Excerpts from a dataset:
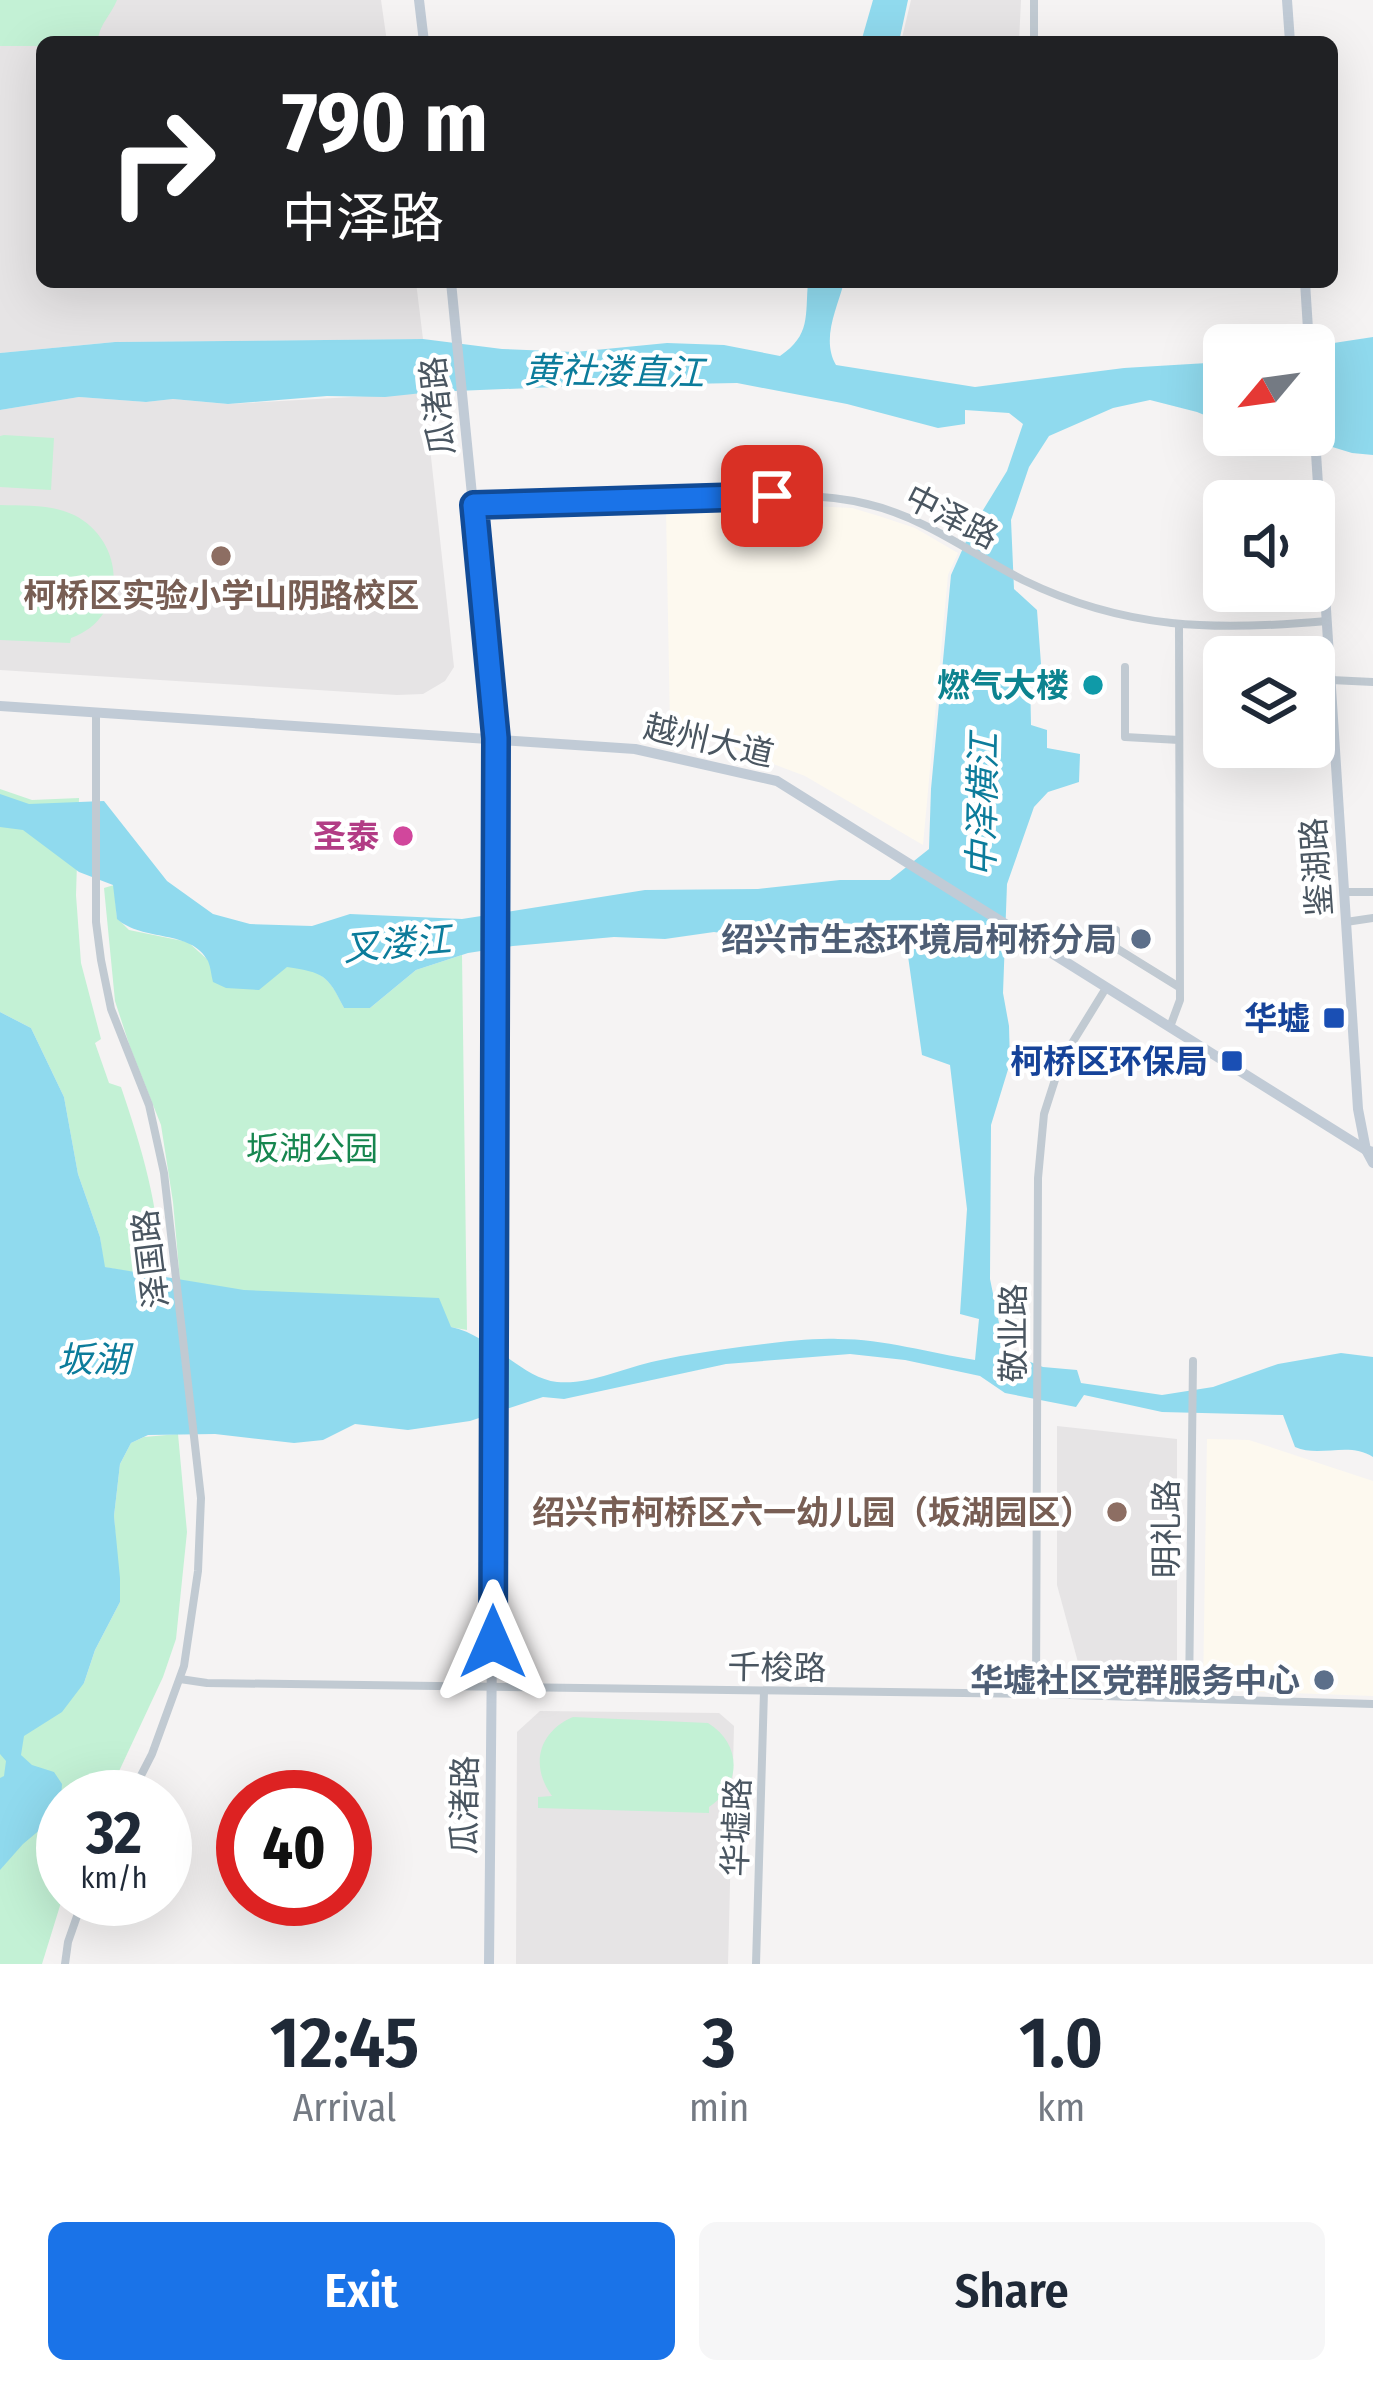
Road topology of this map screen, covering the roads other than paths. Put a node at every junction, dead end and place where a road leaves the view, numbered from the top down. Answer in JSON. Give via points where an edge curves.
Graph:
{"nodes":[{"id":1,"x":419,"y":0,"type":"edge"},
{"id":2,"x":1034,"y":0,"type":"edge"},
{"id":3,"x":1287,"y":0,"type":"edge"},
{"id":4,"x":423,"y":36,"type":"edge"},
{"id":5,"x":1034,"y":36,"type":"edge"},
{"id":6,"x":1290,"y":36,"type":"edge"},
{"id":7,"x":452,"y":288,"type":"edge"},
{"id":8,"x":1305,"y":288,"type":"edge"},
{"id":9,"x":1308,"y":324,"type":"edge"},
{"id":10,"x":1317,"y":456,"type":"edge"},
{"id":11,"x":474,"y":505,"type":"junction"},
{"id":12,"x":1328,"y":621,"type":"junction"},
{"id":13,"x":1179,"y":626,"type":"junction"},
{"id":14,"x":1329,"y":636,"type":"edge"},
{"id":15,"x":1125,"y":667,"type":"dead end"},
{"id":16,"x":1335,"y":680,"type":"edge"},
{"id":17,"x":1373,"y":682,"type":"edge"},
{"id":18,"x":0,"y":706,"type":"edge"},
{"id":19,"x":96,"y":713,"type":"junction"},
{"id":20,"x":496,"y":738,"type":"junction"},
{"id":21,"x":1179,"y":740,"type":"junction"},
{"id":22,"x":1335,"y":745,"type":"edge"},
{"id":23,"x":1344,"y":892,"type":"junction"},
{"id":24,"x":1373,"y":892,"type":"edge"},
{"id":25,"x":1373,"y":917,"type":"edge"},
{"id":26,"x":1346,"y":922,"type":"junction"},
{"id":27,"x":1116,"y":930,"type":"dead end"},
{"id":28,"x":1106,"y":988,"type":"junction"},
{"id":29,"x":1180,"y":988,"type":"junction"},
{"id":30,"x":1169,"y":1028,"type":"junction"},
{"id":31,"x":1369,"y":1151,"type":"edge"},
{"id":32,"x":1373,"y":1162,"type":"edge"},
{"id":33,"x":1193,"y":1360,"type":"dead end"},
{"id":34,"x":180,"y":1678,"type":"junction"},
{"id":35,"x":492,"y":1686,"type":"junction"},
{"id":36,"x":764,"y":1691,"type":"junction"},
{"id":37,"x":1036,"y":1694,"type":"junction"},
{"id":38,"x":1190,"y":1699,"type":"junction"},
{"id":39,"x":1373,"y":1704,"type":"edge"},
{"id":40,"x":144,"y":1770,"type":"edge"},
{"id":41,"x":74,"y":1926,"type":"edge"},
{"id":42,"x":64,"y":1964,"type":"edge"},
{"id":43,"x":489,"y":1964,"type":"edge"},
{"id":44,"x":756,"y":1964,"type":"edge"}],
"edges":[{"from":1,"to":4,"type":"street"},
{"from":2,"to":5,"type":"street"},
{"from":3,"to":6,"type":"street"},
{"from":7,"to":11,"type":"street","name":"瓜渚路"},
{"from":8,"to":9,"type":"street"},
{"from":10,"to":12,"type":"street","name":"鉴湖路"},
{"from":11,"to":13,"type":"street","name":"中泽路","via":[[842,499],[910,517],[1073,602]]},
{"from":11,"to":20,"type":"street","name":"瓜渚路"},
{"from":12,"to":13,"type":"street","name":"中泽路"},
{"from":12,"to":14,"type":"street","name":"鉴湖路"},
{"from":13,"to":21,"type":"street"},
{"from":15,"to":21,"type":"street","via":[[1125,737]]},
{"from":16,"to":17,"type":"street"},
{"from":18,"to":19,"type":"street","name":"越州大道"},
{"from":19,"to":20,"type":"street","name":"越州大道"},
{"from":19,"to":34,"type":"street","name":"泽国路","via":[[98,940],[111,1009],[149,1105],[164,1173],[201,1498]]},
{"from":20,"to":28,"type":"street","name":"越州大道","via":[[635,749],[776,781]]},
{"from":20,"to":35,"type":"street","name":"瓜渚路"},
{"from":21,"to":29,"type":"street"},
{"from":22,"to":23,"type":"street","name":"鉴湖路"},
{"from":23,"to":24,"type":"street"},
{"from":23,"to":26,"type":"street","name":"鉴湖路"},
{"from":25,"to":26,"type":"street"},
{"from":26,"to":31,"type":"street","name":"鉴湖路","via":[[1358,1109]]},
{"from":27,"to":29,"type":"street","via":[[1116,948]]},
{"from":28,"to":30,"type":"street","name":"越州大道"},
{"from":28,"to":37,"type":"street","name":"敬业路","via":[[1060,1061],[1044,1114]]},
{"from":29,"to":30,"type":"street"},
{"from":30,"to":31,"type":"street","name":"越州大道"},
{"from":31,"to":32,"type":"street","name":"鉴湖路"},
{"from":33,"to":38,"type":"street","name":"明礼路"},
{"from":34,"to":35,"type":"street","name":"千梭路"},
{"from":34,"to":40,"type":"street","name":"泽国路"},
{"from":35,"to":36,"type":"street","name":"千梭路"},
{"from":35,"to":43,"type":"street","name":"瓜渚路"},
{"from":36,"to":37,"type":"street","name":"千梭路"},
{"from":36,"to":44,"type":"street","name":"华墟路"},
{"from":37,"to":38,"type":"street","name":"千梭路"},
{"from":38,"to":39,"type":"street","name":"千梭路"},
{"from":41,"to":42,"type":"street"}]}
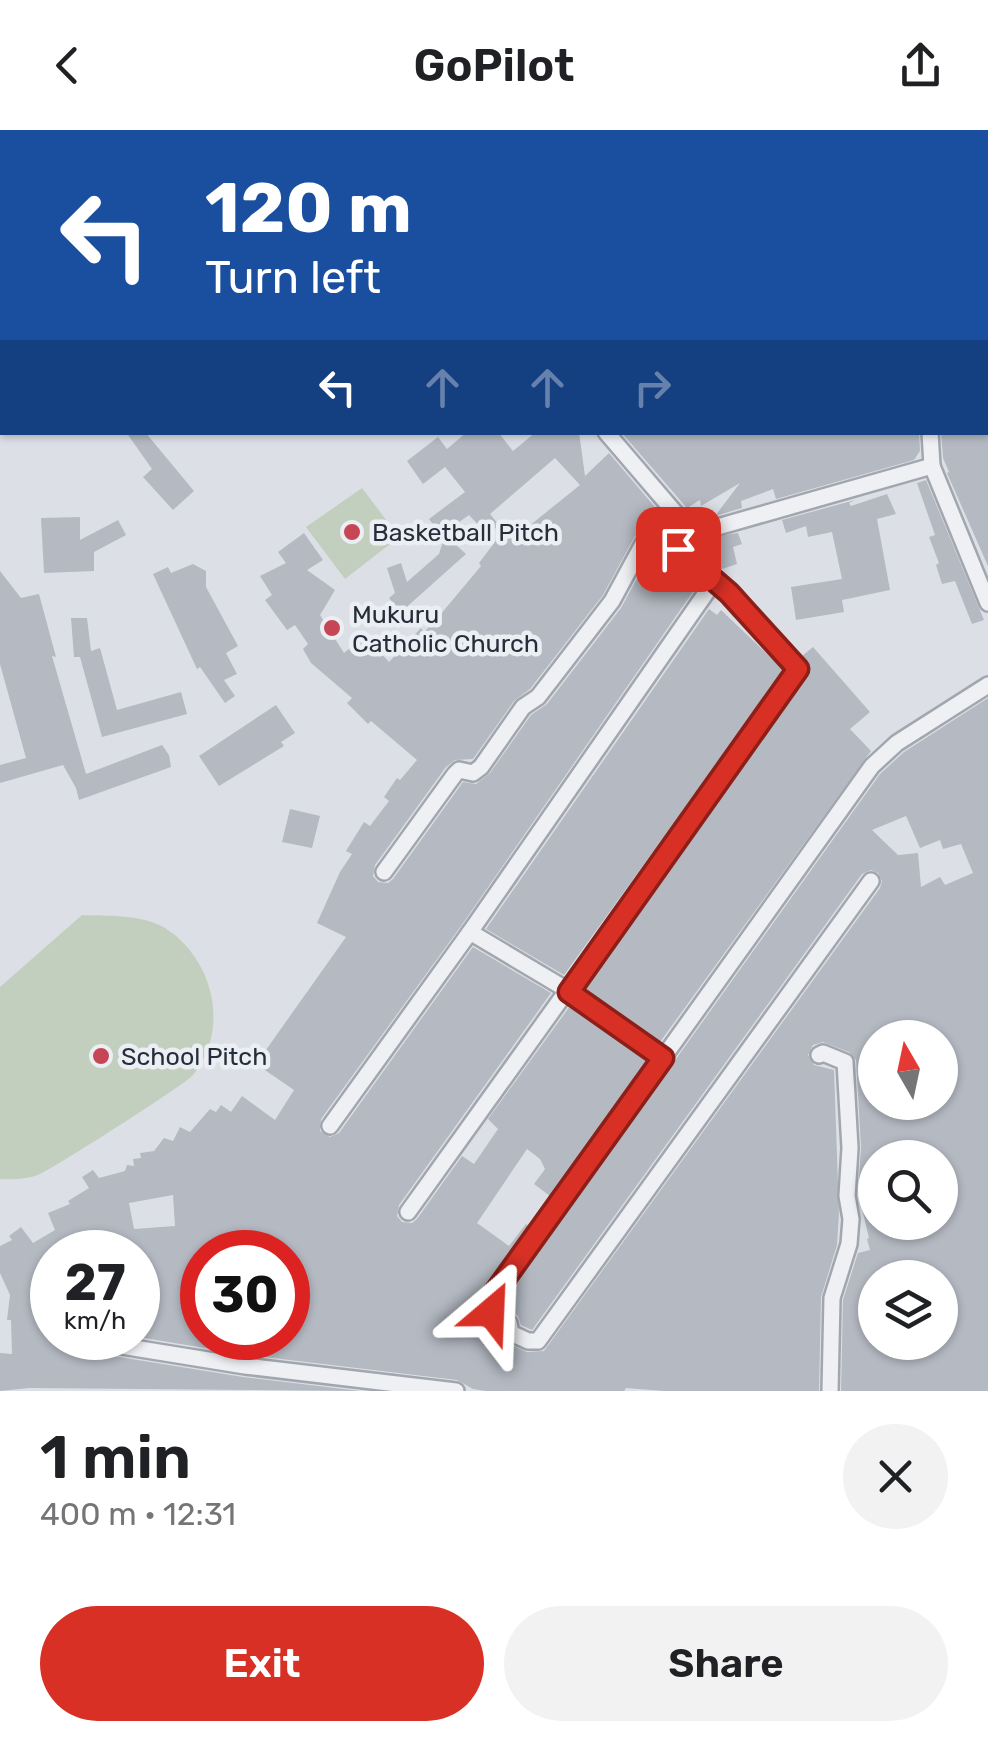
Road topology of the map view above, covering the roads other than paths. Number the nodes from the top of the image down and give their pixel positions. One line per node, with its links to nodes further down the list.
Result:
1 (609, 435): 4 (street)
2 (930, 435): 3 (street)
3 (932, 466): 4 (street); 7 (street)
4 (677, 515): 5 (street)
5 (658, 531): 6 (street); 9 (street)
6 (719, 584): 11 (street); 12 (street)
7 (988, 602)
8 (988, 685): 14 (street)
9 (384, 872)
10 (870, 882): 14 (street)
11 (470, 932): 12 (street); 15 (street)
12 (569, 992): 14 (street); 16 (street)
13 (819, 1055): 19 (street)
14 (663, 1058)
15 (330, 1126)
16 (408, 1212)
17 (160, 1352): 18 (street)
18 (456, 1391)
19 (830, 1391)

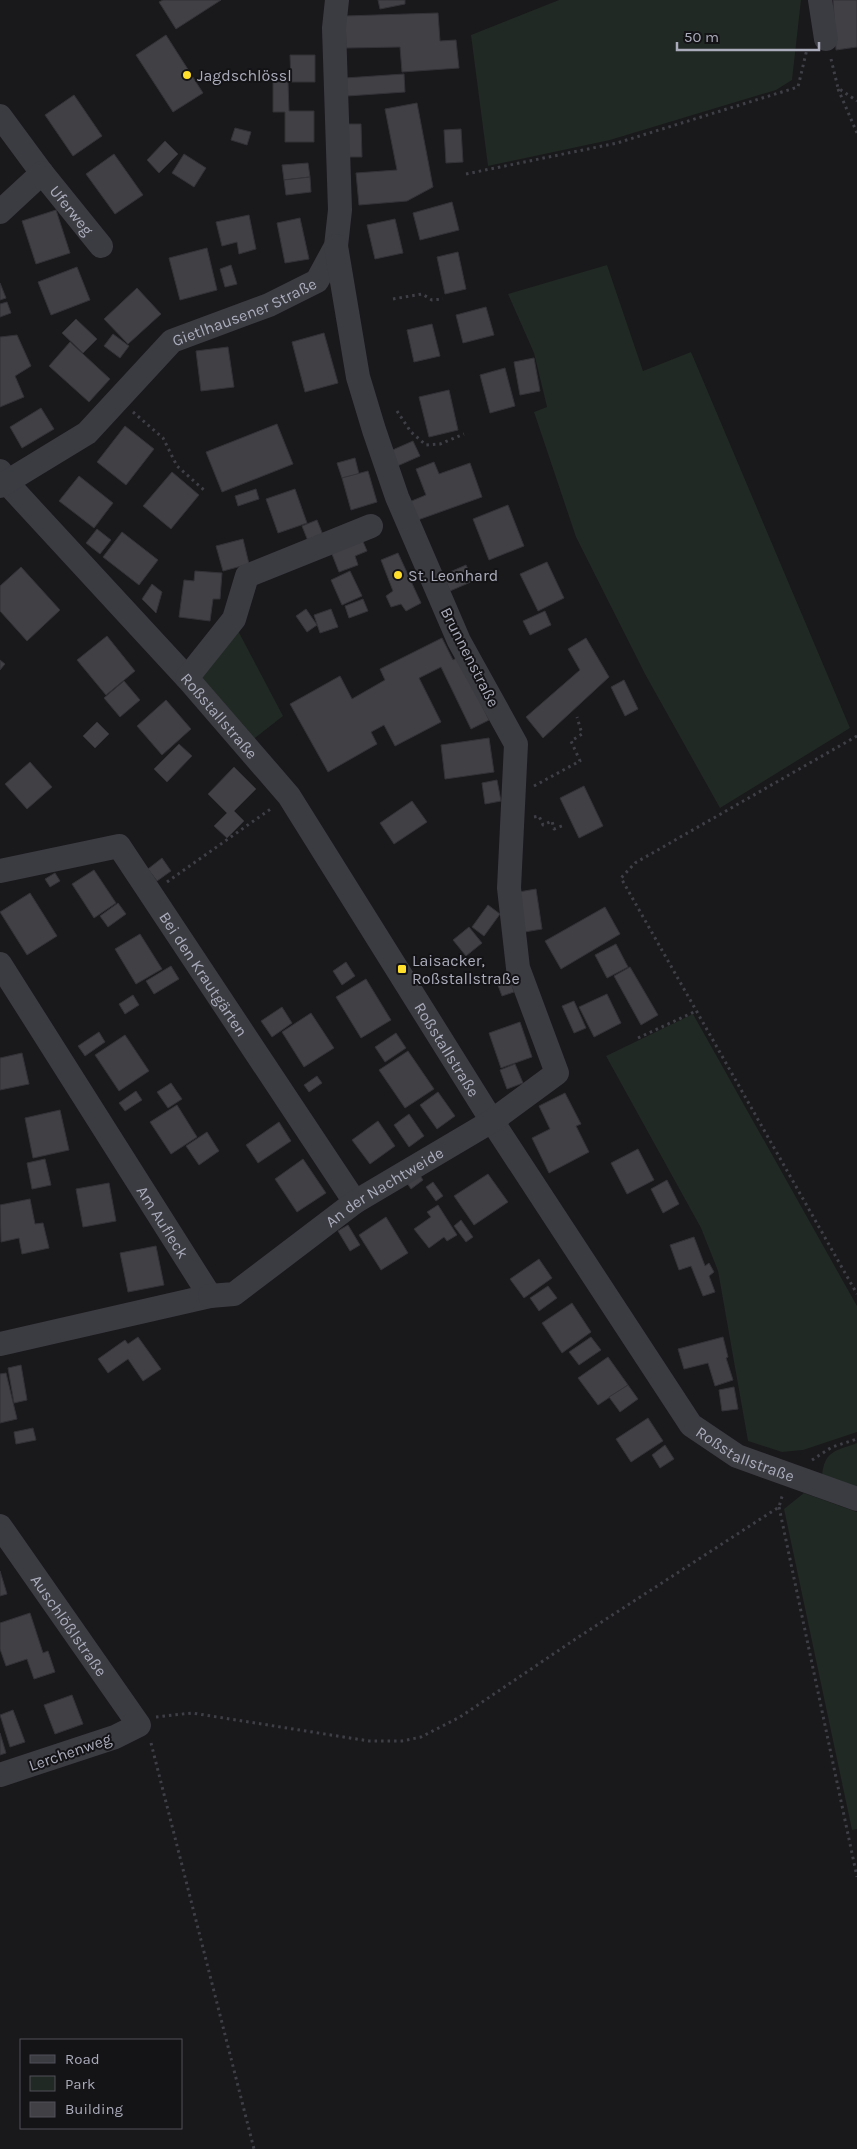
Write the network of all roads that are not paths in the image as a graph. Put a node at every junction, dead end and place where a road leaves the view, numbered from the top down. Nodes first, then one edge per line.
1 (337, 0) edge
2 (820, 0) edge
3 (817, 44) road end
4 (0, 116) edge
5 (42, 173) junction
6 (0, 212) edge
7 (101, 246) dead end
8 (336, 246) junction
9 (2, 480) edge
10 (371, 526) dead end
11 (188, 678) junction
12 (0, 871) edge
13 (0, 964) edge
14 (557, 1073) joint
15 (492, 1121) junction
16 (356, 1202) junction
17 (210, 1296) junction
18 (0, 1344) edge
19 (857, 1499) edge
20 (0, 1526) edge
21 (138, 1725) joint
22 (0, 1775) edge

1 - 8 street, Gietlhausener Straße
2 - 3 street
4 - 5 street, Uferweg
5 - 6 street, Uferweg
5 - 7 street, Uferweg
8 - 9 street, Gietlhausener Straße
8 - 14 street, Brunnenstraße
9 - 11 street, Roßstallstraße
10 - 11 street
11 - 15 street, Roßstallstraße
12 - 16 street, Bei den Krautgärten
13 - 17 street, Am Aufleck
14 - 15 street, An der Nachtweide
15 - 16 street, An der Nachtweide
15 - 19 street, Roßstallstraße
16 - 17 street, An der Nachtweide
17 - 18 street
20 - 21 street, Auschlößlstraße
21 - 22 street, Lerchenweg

> **TASK**: Lines above that contain the string "place" make up the answer.

> **TASK ANSWER**:
Road topology of this map screen, covering the roads other than paths. Put a node at every junction, dead end and place where a road leaves the view, numbered from the top down. Answer in JSON. Give via points where an edge curves.
Write the network of all roads that are not paths in the image as a graph. Put a node at every junction, dead end and place where a road leaves the view, numbered from the top down. Nodes first, then one edge per line.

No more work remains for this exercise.